Here's an interview with the CEO Keith Lee, who used to work at Blizzard.
How do you design the achievements and determine what's going to be appealing to people to try to get?
KL: Well, that's a two-fold thing. One thing we did is actually hire a lot of people in our company that have very diverse interests -- I think, hiring the right people, that understand the pulse of what's going on, is critical.
At the same time, we've been approaching it from a content standpoint: what could actually be the most mainstream achievements that people would want to share with their friends?
So, in this case, being able to go to the Louvre in Paris, that's Art & Culture; or to say that they've been to the Statue of Liberty. Those are the sort of things that we've seen that people would like to at least log and say that they've done.
That sounds kind of cool, and he talks about how the GPS functionality can actually validate achievements, but unfortunately the app is currently not very well rated on iTunes (2 1/2 stars as of this writing), though there does seem to be more recent positive reviews...maybe their updates have improved it.
A lot of the complaints seemed to center around the fact that you don't earn accomplishments by actually doing things, even on the honor system, but by posting to social networking sites like Twitter and Facebook. Honestly, that does sound a little lame. But the people who like the app really do seem to love it.
At least the app is free, so how are they going to monetize?
It's a free app, so what's the monetization route for the company?

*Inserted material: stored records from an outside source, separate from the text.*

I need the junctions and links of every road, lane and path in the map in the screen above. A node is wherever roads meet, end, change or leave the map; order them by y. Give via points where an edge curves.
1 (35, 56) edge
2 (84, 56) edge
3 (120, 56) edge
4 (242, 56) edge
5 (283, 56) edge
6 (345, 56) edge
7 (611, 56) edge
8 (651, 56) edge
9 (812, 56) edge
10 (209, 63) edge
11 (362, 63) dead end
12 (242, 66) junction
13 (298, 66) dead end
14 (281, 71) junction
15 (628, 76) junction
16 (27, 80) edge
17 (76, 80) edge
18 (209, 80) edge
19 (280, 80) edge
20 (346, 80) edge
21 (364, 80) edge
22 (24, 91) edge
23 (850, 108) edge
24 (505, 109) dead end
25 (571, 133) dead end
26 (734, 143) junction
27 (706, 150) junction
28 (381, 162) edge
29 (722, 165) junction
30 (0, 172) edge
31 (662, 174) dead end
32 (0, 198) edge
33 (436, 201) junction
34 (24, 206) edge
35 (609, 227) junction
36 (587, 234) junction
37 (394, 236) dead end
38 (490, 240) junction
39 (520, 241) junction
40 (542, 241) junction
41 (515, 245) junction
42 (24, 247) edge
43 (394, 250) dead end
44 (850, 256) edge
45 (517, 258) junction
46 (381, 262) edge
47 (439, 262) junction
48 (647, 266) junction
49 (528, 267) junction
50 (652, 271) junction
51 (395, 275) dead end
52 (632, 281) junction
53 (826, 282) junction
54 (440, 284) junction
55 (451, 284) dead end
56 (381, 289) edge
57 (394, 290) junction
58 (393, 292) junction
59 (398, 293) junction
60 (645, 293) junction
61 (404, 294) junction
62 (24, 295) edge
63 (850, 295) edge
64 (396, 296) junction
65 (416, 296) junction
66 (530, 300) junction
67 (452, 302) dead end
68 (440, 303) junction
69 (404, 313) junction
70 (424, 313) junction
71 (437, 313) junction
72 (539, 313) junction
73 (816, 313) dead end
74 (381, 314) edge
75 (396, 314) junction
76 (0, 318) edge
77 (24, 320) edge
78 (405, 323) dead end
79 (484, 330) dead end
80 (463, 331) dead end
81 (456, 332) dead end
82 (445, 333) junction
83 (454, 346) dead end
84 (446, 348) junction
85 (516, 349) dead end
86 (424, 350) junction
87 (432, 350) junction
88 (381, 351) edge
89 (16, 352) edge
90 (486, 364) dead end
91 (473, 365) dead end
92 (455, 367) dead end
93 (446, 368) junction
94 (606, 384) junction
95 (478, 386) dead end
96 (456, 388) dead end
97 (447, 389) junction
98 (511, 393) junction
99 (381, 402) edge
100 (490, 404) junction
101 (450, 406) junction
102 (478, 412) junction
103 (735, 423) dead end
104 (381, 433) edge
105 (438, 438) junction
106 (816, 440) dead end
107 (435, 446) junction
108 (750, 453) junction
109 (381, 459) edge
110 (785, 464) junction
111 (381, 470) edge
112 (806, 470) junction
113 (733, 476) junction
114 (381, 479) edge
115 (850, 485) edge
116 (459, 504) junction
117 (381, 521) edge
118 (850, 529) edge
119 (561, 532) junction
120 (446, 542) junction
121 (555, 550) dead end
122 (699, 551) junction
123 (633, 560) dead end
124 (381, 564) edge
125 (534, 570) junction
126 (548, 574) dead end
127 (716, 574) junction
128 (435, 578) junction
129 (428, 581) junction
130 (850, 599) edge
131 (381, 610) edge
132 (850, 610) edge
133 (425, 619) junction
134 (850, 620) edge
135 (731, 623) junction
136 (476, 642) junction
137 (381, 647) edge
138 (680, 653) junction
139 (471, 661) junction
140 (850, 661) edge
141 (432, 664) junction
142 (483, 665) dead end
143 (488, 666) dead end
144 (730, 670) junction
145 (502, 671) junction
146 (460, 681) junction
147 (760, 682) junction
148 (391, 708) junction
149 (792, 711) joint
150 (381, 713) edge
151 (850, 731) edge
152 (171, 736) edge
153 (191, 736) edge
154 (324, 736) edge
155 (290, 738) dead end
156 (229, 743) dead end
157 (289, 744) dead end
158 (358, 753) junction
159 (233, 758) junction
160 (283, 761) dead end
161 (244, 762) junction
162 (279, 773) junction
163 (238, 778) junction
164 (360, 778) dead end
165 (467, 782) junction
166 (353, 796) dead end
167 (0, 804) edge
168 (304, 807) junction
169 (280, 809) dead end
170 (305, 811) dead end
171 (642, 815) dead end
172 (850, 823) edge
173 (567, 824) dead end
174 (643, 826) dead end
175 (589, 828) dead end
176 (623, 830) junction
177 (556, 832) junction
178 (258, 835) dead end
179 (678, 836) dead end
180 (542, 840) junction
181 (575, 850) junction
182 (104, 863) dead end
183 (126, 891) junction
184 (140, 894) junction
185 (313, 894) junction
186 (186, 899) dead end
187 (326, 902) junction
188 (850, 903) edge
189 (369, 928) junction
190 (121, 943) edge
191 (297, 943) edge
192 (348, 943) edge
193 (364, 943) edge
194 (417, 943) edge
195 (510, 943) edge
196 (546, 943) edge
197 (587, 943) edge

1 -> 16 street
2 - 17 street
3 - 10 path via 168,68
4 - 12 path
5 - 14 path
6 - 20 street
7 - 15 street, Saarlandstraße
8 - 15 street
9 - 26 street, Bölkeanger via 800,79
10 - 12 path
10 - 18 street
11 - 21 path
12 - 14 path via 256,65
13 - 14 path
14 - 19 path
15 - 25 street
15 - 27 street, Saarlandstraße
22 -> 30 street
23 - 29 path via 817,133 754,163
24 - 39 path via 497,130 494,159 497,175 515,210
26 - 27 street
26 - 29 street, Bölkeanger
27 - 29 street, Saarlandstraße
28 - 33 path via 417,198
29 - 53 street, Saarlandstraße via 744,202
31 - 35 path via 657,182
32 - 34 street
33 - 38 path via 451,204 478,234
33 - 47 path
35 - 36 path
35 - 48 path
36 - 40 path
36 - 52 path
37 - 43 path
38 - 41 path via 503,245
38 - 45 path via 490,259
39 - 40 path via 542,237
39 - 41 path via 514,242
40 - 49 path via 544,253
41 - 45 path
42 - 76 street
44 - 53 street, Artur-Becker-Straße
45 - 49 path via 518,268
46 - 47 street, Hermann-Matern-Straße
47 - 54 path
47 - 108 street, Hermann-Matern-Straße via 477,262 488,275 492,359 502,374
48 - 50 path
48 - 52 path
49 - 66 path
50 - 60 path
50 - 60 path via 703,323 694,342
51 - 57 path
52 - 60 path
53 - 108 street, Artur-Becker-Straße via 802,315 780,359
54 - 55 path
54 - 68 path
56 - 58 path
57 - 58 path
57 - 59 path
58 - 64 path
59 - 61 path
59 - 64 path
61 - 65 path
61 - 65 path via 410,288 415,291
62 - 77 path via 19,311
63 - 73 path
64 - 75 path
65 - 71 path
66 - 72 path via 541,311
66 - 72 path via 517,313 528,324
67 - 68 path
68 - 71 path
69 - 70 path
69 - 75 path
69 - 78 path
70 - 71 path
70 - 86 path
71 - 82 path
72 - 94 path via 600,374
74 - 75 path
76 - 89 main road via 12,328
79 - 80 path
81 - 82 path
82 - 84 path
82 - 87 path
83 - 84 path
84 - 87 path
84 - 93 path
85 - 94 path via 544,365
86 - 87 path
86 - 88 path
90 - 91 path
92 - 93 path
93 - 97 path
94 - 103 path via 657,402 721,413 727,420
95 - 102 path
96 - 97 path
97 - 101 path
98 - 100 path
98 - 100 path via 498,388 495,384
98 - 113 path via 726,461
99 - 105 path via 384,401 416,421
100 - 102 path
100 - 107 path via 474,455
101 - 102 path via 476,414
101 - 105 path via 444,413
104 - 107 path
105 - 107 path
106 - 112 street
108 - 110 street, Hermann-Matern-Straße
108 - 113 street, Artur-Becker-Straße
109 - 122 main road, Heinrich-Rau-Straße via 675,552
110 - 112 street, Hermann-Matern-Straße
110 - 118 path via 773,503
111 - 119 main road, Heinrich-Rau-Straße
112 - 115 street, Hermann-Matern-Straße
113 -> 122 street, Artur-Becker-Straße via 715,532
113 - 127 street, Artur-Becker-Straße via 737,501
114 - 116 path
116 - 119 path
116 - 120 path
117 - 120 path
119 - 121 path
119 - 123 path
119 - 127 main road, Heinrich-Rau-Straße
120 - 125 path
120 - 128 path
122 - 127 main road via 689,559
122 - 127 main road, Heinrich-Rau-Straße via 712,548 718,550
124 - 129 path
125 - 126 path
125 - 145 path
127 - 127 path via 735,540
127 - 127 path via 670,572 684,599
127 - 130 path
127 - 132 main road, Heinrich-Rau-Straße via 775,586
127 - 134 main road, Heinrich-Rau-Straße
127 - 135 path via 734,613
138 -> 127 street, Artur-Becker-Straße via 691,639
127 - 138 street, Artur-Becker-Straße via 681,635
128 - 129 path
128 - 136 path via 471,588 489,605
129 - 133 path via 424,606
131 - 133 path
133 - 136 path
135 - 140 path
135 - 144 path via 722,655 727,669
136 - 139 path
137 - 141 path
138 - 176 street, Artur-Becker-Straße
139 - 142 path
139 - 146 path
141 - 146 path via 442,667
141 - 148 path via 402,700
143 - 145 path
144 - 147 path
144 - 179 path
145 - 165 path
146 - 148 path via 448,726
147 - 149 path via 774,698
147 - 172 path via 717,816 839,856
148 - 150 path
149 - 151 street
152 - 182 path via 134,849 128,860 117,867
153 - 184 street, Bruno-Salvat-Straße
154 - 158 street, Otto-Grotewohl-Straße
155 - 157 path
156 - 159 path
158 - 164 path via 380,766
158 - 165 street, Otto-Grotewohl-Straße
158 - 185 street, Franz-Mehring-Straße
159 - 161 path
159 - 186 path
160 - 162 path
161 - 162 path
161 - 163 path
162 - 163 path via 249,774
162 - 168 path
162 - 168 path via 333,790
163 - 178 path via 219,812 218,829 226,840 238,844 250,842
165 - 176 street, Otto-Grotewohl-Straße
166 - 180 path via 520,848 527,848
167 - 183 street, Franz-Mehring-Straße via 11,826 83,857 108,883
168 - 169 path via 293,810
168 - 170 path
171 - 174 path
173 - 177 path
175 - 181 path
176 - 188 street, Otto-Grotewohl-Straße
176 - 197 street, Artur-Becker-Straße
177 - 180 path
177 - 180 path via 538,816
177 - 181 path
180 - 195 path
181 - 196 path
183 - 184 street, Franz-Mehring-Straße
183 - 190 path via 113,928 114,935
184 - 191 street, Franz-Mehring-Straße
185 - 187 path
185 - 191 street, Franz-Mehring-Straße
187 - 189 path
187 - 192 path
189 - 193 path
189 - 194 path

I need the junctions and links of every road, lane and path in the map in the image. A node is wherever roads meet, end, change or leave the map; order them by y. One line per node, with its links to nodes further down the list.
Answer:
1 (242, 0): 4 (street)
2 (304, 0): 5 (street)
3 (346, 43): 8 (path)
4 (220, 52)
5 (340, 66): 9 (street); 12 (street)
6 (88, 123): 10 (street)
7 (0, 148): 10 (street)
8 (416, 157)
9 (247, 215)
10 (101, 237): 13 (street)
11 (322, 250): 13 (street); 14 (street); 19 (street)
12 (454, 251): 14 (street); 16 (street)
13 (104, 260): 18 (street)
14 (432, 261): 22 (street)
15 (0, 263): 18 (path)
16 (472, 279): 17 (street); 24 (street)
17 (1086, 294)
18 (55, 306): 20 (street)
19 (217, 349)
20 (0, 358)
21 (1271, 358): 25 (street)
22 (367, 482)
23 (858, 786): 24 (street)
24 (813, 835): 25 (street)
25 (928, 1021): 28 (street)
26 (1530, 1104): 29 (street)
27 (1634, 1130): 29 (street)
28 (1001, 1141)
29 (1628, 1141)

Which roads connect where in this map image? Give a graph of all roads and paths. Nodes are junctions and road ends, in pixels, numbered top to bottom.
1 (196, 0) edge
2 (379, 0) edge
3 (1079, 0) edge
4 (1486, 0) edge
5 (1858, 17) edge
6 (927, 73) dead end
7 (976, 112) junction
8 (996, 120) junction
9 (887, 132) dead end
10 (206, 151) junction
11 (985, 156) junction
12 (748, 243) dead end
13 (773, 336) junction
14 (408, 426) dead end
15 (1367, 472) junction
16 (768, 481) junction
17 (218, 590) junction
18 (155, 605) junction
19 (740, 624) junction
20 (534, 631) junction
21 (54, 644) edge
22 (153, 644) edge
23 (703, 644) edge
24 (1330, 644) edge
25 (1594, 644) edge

KL: The great thing is that we have the digital, as well as we're overlaying the digital with the real world, and so that's really rare and unusual. Because we can almost make our world and all the content that's in there our playground.
And so the great thing is, there's no shortage of potential monetization opportunities. There's the opportunity to work with real-world partners that isn't possible with just, say, an alternate fantasy world. To be able to drive people to go to certain locations -- individually, as well as in a group -- so there's a lot of flash mob theory behind that.
There aren't new ideas, I suppose. This is, of course, very similar to the monetization plan behind Relativia, although from a single player, rather than a networked, multiplayer perspective.
I'm interested to see how well the app does, and if they actually make money. Booyah apparently got $4.5 million in startup money, so they're at least going to be able to pay the bills for a while. I wish them luck.